La escuela y la familia se han desencontrado. De un lado y del otro se escuchan quejas y se buscan culpables, y en el medio…..los chicos.

¿Qué ocurre que muchas veces los docentes se sienten agobiados, fastidiados, en el trabajo que deben hacer desde la escuela con los padres?.

Por otro lado ¿Por qué muchas veces las familias se sienten sobrecargadas y preocupadas con asuntos  escolares que son motivo de tensiones y discusiones?

El encuentro entre la familia y la escuela es fundamental para que los chicos vivan la escolaridad con alegría y se sientan motivados a aprender.

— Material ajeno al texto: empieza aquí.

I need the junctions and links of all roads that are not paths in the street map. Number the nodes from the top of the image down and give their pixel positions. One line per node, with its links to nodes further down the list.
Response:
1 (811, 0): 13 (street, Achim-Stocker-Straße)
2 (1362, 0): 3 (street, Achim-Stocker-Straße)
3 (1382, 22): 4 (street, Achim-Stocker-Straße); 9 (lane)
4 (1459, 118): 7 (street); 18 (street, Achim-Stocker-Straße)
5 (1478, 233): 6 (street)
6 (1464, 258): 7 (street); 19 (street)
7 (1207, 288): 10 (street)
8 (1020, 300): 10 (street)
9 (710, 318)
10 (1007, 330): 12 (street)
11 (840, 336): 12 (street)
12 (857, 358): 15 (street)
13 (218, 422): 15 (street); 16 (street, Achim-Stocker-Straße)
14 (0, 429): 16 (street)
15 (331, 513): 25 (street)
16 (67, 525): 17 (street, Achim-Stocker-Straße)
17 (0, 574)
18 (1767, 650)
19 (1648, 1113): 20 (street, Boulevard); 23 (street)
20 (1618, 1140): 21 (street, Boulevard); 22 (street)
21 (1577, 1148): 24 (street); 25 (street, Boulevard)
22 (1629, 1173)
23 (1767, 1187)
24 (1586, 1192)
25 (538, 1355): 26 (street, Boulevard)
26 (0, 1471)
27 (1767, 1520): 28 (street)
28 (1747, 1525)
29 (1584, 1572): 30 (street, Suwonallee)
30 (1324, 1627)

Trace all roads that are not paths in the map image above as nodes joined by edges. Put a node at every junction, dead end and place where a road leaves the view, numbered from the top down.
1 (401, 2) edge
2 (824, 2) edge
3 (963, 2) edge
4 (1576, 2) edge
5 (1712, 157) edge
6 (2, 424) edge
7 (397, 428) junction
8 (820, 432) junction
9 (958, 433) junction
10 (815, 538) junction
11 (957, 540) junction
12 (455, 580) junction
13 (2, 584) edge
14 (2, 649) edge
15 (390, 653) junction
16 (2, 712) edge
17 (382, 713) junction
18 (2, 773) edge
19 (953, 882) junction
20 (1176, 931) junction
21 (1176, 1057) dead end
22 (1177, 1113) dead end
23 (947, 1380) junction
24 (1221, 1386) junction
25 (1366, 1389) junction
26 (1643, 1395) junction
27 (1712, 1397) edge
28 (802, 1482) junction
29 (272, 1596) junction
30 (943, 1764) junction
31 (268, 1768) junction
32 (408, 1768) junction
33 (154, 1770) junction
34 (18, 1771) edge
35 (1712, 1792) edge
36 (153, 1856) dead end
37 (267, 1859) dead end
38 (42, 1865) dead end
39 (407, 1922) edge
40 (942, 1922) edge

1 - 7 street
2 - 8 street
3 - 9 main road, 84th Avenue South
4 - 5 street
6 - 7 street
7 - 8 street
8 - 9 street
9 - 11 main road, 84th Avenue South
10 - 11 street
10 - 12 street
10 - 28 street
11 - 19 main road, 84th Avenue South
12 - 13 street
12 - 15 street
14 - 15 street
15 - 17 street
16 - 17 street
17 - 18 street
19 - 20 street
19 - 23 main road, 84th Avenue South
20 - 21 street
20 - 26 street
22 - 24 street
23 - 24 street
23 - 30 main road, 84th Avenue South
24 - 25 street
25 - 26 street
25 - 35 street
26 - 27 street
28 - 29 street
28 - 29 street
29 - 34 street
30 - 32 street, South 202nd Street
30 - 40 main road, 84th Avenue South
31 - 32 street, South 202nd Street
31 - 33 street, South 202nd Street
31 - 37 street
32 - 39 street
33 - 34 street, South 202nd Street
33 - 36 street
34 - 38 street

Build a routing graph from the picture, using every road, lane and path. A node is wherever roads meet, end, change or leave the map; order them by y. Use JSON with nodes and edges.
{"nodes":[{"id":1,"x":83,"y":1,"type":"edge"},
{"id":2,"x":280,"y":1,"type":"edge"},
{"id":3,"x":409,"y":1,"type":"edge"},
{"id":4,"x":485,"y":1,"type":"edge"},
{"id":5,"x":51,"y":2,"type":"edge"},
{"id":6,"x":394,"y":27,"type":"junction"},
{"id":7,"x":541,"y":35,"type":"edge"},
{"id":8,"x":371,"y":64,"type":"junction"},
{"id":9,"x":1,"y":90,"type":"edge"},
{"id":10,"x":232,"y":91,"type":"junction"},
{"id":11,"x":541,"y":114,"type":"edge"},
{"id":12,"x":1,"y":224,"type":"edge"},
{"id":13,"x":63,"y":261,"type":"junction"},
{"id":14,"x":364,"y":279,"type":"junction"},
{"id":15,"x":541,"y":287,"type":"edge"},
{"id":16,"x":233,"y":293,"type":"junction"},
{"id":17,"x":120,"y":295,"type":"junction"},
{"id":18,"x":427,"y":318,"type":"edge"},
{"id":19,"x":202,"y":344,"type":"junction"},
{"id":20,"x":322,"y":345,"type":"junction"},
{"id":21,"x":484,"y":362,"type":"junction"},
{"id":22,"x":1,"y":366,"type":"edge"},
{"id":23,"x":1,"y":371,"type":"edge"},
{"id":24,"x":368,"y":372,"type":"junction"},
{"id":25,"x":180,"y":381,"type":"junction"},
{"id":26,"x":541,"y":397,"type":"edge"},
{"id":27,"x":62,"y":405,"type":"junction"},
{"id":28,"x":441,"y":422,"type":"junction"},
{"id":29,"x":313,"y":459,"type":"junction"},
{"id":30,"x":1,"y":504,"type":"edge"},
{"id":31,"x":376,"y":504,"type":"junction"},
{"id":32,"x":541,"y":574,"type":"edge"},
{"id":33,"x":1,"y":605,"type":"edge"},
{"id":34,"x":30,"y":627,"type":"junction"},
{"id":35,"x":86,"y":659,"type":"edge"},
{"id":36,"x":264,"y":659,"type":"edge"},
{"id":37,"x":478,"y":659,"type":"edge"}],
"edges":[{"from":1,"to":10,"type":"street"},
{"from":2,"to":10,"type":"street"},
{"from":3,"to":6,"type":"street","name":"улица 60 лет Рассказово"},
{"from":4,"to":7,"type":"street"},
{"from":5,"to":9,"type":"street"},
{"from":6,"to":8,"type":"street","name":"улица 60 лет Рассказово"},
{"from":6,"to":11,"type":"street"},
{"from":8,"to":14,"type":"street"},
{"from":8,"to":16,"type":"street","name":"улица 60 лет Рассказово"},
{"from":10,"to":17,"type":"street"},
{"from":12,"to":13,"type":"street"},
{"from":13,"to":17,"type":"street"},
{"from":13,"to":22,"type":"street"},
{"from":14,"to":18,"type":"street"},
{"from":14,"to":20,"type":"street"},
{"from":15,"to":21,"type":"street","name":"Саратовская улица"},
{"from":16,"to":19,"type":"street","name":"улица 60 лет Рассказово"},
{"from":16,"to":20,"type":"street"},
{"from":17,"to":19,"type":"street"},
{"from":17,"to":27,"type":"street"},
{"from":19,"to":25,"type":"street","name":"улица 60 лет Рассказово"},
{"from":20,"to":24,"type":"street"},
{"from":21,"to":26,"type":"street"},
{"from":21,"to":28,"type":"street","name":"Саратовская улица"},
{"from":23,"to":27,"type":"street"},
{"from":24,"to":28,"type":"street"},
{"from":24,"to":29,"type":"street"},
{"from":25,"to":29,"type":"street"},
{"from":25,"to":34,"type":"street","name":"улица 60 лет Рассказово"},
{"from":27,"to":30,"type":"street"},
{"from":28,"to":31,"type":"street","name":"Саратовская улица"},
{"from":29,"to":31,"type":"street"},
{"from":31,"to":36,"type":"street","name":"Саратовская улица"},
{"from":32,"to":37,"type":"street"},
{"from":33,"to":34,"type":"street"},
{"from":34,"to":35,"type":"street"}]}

Uno de los aspectos fundamentales para favorecer este encuentro es facilitar, desde la familia, el pasaje de HIJO a ALUMNO. Esto se logra promoviendo en el hogar experiencias donde están presentes el esfuerzo, la paciencia, la autonomía.  No se aprende a ser alumno en la escuela y mágicamente. Desde el hogar podemos enseñar habilidades que facilitarán que la experiencia escolar sea un espacio de encuentro y no de tensiones.

Algunas de estas habilidades son:

  • Educar la escucha: a escuchar se enseña. Pedirles a los chicos que nos miren a la cara cuando les estamos hablando, que sigan el hilo de una conversación, que respondan o pregunten de modo pertinente son conductas que podemos ejercer en el ámbito familiar y que facilitarán mucho su desempeño en la escuela. Leerles cuentos y favorecer espacios de conversación sin interrupciones son dos maneras simples y poderosas de facilitar estas habilidades.
  • Educar el esfuerzo: Que no sólo jueguen con pantallas, ya que ese tipo de juegos requiere menos esfuerzo por parte de los chicos. Jugar con ellos a juegos de mesa tradicionales, rompecabezas, etc. Facilitarles juguetes donde tengan que armar, construir y no los que sólo tengan que apretar un botón.
  • Facilitar la autonomía: Enseñarles a los chicos desde pequeños, aquellas conductas cotidianas que pueden hacer solos y monitorear sus avances hasta que puedan hacerlas sin ayuda. Dependiendo la edad, esas conductas pueden ser: vestirse y desvestirse solos, atarse los cordones, ordenar sus juguetes, poner la mesa, servirse el jugo, etc.

 

Facilitar el pasaje de HIJOS a ALUMNOS, no es enseñarles contenidos académicos sino facilitar que nuestros hijos tengan, desde el hogar, experiencias donde pongan en juego el esfuerzo, la paciencia, al autonomía, la escucha. Habilidades fundamentales al momento de aprender y compartir con otros.